---- SUPPLIED MATERIAL
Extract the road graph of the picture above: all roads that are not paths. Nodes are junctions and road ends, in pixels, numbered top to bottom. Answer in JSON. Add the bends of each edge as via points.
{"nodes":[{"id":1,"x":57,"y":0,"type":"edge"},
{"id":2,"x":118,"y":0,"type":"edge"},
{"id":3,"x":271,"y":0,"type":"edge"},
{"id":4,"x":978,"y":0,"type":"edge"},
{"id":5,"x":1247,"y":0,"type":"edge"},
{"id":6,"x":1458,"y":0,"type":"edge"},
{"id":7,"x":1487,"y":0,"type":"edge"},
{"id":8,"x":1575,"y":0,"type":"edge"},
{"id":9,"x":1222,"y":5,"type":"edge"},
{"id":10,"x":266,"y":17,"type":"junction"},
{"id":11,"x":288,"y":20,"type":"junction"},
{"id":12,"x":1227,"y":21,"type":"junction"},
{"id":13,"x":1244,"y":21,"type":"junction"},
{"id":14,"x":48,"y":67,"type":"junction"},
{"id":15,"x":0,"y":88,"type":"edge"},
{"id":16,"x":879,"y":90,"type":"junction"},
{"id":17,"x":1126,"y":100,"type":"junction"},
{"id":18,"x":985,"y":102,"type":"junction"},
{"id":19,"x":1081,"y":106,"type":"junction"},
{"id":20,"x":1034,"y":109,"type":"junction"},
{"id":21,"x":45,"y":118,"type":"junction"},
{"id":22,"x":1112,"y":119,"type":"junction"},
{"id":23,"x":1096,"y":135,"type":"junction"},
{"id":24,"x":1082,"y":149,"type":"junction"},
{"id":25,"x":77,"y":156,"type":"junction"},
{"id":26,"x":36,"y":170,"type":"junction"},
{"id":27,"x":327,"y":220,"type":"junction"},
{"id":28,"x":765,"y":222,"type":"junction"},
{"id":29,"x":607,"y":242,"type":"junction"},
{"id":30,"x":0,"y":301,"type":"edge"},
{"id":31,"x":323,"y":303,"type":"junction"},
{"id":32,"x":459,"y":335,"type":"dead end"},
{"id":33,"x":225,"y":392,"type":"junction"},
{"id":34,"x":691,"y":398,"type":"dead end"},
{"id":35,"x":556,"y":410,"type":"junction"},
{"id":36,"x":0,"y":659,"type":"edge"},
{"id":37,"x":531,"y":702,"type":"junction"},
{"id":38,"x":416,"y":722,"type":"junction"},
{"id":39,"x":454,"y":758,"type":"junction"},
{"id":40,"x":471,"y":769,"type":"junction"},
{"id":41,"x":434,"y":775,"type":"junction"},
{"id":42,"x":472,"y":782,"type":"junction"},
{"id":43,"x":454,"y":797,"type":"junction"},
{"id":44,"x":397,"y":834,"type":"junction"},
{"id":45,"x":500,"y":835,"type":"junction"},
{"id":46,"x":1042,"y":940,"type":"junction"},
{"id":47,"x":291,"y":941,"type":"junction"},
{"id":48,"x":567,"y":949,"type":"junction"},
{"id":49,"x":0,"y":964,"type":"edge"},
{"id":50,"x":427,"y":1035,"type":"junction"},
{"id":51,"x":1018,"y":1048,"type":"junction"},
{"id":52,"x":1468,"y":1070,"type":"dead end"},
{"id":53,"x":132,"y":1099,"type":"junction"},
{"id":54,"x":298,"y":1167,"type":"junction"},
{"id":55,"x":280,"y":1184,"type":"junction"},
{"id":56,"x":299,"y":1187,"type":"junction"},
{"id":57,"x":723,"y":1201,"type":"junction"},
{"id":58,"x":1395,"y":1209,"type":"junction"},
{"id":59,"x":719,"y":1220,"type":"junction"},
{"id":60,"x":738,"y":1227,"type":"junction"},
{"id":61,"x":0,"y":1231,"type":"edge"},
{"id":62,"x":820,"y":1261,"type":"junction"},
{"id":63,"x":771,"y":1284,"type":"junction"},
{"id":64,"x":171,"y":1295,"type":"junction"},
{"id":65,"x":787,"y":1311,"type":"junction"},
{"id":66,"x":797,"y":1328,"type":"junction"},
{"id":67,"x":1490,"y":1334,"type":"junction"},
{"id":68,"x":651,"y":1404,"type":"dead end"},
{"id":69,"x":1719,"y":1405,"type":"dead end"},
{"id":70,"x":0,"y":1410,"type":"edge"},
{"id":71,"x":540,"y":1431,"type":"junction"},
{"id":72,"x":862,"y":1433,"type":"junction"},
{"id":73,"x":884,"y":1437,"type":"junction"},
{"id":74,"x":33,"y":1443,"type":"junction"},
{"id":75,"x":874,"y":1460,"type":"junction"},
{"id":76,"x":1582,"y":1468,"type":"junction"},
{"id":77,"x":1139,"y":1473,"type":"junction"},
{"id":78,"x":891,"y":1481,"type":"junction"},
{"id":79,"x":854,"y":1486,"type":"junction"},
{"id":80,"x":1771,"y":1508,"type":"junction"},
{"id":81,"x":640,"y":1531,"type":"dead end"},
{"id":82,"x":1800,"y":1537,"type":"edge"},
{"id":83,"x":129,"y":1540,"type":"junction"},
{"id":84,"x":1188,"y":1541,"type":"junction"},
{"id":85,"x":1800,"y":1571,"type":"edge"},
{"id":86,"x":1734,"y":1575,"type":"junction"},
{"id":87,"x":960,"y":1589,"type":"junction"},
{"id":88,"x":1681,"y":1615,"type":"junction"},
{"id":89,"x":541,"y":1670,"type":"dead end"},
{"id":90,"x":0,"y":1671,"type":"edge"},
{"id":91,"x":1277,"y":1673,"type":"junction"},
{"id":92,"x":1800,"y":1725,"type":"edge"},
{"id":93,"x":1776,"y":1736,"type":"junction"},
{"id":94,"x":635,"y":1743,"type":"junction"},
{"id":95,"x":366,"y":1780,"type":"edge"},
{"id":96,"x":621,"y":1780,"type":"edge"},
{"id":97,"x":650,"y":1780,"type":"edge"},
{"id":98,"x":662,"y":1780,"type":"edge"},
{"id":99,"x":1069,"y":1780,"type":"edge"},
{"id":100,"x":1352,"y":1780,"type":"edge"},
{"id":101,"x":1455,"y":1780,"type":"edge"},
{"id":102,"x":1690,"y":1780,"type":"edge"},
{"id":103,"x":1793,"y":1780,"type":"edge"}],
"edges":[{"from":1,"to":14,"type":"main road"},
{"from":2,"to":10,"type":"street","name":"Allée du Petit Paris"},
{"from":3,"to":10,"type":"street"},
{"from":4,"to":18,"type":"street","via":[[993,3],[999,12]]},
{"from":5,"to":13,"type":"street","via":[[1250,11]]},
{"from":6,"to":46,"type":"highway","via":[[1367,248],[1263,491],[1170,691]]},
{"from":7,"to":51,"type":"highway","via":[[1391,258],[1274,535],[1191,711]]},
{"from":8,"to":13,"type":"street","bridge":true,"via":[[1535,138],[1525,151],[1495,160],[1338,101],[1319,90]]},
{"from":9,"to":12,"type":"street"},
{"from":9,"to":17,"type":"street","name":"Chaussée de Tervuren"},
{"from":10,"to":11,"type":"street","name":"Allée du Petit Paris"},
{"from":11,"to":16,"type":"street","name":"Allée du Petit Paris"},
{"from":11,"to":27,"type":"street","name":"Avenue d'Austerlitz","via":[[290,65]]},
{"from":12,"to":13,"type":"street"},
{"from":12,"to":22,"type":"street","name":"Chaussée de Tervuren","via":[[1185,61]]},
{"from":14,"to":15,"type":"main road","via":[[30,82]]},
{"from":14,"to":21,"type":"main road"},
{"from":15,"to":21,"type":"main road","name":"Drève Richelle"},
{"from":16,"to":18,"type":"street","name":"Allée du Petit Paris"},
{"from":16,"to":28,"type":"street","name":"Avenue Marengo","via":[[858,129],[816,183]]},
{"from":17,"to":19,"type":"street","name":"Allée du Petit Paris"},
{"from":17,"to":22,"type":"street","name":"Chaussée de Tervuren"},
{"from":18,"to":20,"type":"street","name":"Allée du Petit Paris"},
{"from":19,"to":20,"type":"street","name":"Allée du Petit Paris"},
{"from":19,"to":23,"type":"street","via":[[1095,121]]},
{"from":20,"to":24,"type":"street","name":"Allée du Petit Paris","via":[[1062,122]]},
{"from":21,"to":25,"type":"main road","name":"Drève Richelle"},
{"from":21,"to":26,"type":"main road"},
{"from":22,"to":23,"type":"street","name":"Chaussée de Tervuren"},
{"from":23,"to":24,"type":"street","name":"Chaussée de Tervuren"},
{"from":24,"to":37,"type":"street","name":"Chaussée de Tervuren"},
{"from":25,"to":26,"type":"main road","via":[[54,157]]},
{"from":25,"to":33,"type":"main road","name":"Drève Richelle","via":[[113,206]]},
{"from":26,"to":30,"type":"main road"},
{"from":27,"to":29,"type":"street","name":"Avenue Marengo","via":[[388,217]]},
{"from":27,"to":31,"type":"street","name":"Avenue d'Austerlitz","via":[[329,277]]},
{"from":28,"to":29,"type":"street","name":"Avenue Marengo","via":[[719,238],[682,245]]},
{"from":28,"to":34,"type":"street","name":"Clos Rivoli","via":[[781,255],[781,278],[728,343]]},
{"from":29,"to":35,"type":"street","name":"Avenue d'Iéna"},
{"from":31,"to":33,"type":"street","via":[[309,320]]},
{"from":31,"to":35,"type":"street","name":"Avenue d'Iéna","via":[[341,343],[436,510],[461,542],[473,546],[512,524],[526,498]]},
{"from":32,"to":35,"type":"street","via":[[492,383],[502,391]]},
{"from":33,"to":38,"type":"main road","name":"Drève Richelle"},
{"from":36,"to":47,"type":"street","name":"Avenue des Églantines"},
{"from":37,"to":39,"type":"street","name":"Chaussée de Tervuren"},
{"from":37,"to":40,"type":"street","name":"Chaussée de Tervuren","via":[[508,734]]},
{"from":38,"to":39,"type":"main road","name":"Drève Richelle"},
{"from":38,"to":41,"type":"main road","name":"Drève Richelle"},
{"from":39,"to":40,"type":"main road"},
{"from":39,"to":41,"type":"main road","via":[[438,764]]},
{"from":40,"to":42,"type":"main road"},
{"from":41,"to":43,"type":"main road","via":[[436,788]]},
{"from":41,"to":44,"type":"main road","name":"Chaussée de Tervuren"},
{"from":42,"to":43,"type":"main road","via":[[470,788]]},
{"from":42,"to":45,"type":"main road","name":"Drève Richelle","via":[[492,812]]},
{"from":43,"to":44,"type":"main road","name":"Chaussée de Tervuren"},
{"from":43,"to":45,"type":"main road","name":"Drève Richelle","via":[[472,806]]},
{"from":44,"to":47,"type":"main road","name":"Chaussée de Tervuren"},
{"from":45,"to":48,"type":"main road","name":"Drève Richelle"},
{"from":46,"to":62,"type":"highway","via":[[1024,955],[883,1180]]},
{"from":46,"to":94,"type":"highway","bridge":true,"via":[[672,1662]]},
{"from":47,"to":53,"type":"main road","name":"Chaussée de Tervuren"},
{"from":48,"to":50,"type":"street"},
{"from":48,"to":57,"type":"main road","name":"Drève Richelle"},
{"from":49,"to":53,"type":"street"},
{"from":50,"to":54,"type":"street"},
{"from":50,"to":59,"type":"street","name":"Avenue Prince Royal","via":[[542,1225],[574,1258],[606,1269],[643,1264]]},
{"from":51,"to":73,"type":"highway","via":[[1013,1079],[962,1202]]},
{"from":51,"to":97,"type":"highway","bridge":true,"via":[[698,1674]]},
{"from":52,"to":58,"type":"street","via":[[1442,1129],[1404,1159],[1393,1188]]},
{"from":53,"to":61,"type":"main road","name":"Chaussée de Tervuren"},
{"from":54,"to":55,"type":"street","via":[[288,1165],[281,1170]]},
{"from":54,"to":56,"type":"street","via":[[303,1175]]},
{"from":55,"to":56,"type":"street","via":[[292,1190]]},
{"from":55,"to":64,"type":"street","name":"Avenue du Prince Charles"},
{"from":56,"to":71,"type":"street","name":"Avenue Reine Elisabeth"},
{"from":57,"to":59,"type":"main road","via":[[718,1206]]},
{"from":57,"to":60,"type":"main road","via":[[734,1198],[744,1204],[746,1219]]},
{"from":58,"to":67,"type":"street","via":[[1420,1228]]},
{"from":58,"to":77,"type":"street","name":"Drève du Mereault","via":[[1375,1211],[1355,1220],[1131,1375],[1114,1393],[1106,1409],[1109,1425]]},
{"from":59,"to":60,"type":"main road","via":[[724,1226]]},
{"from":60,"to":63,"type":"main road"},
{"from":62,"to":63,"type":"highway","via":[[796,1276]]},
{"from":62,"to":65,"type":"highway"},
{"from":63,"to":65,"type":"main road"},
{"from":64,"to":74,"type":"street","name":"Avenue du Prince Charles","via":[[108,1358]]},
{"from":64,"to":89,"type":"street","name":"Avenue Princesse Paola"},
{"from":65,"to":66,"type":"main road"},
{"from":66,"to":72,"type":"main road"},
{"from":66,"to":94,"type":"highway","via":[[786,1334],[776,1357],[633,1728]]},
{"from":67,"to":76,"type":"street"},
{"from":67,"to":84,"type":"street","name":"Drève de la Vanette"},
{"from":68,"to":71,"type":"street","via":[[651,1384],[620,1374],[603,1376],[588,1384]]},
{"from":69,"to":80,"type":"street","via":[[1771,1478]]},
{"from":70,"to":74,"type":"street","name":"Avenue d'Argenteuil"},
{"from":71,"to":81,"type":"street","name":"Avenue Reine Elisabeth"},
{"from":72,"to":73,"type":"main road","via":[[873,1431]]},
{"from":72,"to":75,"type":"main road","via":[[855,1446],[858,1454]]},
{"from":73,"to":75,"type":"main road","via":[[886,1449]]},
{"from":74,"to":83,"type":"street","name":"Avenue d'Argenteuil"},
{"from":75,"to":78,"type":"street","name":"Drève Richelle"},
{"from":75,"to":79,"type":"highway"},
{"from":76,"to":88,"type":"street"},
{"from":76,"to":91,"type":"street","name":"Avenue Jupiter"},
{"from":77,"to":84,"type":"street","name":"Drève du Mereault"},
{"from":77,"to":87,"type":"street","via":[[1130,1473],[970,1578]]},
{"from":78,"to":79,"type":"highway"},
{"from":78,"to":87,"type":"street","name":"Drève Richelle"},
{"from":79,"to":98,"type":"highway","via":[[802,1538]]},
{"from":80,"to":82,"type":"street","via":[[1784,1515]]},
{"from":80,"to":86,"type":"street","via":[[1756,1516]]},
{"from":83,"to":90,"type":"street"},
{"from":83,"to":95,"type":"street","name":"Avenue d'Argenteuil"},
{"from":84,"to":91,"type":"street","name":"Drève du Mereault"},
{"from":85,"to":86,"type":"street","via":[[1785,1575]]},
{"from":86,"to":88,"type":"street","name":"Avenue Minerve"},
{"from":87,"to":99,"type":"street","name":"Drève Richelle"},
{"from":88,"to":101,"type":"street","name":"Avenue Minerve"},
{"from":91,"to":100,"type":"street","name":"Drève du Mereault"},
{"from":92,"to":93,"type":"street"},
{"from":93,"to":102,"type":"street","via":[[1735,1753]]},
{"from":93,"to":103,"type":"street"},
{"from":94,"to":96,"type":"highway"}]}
--------
WHAT THE EXERCISE ASKS → Find all the lines with "Austerlitz" in the data and copy them.

RESULT OF THE EXERCISE →
{"from":11,"to":27,"type":"street","name":"Avenue d'Austerlitz","via":[[290,65]]},
{"from":27,"to":31,"type":"street","name":"Avenue d'Austerlitz","via":[[329,277]]},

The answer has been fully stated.